Saved entries
================================

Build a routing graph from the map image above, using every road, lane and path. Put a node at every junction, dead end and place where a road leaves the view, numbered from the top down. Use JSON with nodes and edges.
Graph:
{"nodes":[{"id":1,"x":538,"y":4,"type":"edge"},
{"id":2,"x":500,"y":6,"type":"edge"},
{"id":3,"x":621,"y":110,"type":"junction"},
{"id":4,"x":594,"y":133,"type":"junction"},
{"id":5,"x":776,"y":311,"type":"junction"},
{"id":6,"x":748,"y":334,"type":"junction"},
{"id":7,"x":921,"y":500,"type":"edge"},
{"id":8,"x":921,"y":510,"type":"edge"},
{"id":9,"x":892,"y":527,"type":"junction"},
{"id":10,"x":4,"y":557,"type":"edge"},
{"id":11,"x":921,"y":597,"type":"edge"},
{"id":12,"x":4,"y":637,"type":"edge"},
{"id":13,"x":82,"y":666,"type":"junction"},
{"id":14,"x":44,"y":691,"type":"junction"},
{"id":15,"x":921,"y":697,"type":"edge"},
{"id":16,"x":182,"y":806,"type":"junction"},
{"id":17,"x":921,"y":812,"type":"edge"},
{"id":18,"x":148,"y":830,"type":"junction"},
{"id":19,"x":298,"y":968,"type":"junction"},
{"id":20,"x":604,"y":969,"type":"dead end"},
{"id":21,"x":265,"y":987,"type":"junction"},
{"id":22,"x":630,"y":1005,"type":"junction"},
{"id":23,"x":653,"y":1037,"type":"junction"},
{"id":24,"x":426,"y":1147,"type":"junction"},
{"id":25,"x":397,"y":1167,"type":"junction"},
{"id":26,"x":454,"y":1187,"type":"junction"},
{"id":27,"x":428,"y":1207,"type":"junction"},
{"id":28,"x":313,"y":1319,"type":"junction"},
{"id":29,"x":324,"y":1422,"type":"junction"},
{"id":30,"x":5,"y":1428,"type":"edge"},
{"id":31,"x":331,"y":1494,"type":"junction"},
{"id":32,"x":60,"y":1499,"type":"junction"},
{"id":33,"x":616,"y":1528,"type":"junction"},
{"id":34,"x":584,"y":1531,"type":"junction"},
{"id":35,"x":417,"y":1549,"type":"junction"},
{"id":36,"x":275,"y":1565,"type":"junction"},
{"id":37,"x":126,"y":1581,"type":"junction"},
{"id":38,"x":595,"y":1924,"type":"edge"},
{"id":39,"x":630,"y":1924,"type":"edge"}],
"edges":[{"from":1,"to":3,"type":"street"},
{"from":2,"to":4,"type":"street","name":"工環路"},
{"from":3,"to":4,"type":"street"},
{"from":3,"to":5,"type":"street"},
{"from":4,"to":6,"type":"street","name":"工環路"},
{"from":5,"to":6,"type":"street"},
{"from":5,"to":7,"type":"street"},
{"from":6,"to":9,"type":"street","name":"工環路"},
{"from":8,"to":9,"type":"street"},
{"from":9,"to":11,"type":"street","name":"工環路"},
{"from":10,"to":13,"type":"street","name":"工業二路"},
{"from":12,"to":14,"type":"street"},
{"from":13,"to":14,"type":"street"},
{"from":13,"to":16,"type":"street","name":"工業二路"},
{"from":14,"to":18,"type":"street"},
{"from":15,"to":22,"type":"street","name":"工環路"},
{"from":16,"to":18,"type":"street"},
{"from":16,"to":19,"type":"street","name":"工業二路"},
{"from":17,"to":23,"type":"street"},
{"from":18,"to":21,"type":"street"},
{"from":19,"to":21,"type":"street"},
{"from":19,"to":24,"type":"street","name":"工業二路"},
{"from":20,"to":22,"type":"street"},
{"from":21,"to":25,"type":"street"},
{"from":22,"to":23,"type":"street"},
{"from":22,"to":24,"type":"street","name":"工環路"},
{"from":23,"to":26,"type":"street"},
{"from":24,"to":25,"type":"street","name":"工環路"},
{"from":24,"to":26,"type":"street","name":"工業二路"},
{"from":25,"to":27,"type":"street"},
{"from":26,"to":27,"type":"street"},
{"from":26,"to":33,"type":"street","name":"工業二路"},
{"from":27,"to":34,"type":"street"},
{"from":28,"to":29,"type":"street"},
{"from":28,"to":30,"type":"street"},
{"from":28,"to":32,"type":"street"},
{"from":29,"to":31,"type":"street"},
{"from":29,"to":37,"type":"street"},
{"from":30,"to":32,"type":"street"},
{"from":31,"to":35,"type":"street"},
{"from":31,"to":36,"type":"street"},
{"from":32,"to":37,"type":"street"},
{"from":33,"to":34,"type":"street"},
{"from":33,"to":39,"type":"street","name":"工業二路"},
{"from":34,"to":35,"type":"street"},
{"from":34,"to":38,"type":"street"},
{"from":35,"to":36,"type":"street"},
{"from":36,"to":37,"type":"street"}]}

================================

#### [What to work on]
Retype each record exactly, leaving nothing out.

#### [Answer to this task]
Build a routing graph from the map image above, using every road, lane and path. Put a node at every junction, dead end and place where a road leaves the view, numbered from the top down. Use JSON with nodes and edges.
Graph:
{"nodes":[{"id":1,"x":538,"y":4,"type":"edge"},
{"id":2,"x":500,"y":6,"type":"edge"},
{"id":3,"x":621,"y":110,"type":"junction"},
{"id":4,"x":594,"y":133,"type":"junction"},
{"id":5,"x":776,"y":311,"type":"junction"},
{"id":6,"x":748,"y":334,"type":"junction"},
{"id":7,"x":921,"y":500,"type":"edge"},
{"id":8,"x":921,"y":510,"type":"edge"},
{"id":9,"x":892,"y":527,"type":"junction"},
{"id":10,"x":4,"y":557,"type":"edge"},
{"id":11,"x":921,"y":597,"type":"edge"},
{"id":12,"x":4,"y":637,"type":"edge"},
{"id":13,"x":82,"y":666,"type":"junction"},
{"id":14,"x":44,"y":691,"type":"junction"},
{"id":15,"x":921,"y":697,"type":"edge"},
{"id":16,"x":182,"y":806,"type":"junction"},
{"id":17,"x":921,"y":812,"type":"edge"},
{"id":18,"x":148,"y":830,"type":"junction"},
{"id":19,"x":298,"y":968,"type":"junction"},
{"id":20,"x":604,"y":969,"type":"dead end"},
{"id":21,"x":265,"y":987,"type":"junction"},
{"id":22,"x":630,"y":1005,"type":"junction"},
{"id":23,"x":653,"y":1037,"type":"junction"},
{"id":24,"x":426,"y":1147,"type":"junction"},
{"id":25,"x":397,"y":1167,"type":"junction"},
{"id":26,"x":454,"y":1187,"type":"junction"},
{"id":27,"x":428,"y":1207,"type":"junction"},
{"id":28,"x":313,"y":1319,"type":"junction"},
{"id":29,"x":324,"y":1422,"type":"junction"},
{"id":30,"x":5,"y":1428,"type":"edge"},
{"id":31,"x":331,"y":1494,"type":"junction"},
{"id":32,"x":60,"y":1499,"type":"junction"},
{"id":33,"x":616,"y":1528,"type":"junction"},
{"id":34,"x":584,"y":1531,"type":"junction"},
{"id":35,"x":417,"y":1549,"type":"junction"},
{"id":36,"x":275,"y":1565,"type":"junction"},
{"id":37,"x":126,"y":1581,"type":"junction"},
{"id":38,"x":595,"y":1924,"type":"edge"},
{"id":39,"x":630,"y":1924,"type":"edge"}],
"edges":[{"from":1,"to":3,"type":"street"},
{"from":2,"to":4,"type":"street","name":"工環路"},
{"from":3,"to":4,"type":"street"},
{"from":3,"to":5,"type":"street"},
{"from":4,"to":6,"type":"street","name":"工環路"},
{"from":5,"to":6,"type":"street"},
{"from":5,"to":7,"type":"street"},
{"from":6,"to":9,"type":"street","name":"工環路"},
{"from":8,"to":9,"type":"street"},
{"from":9,"to":11,"type":"street","name":"工環路"},
{"from":10,"to":13,"type":"street","name":"工業二路"},
{"from":12,"to":14,"type":"street"},
{"from":13,"to":14,"type":"street"},
{"from":13,"to":16,"type":"street","name":"工業二路"},
{"from":14,"to":18,"type":"street"},
{"from":15,"to":22,"type":"street","name":"工環路"},
{"from":16,"to":18,"type":"street"},
{"from":16,"to":19,"type":"street","name":"工業二路"},
{"from":17,"to":23,"type":"street"},
{"from":18,"to":21,"type":"street"},
{"from":19,"to":21,"type":"street"},
{"from":19,"to":24,"type":"street","name":"工業二路"},
{"from":20,"to":22,"type":"street"},
{"from":21,"to":25,"type":"street"},
{"from":22,"to":23,"type":"street"},
{"from":22,"to":24,"type":"street","name":"工環路"},
{"from":23,"to":26,"type":"street"},
{"from":24,"to":25,"type":"street","name":"工環路"},
{"from":24,"to":26,"type":"street","name":"工業二路"},
{"from":25,"to":27,"type":"street"},
{"from":26,"to":27,"type":"street"},
{"from":26,"to":33,"type":"street","name":"工業二路"},
{"from":27,"to":34,"type":"street"},
{"from":28,"to":29,"type":"street"},
{"from":28,"to":30,"type":"street"},
{"from":28,"to":32,"type":"street"},
{"from":29,"to":31,"type":"street"},
{"from":29,"to":37,"type":"street"},
{"from":30,"to":32,"type":"street"},
{"from":31,"to":35,"type":"street"},
{"from":31,"to":36,"type":"street"},
{"from":32,"to":37,"type":"street"},
{"from":33,"to":34,"type":"street"},
{"from":33,"to":39,"type":"street","name":"工業二路"},
{"from":34,"to":35,"type":"street"},
{"from":34,"to":38,"type":"street"},
{"from":35,"to":36,"type":"street"},
{"from":36,"to":37,"type":"street"}]}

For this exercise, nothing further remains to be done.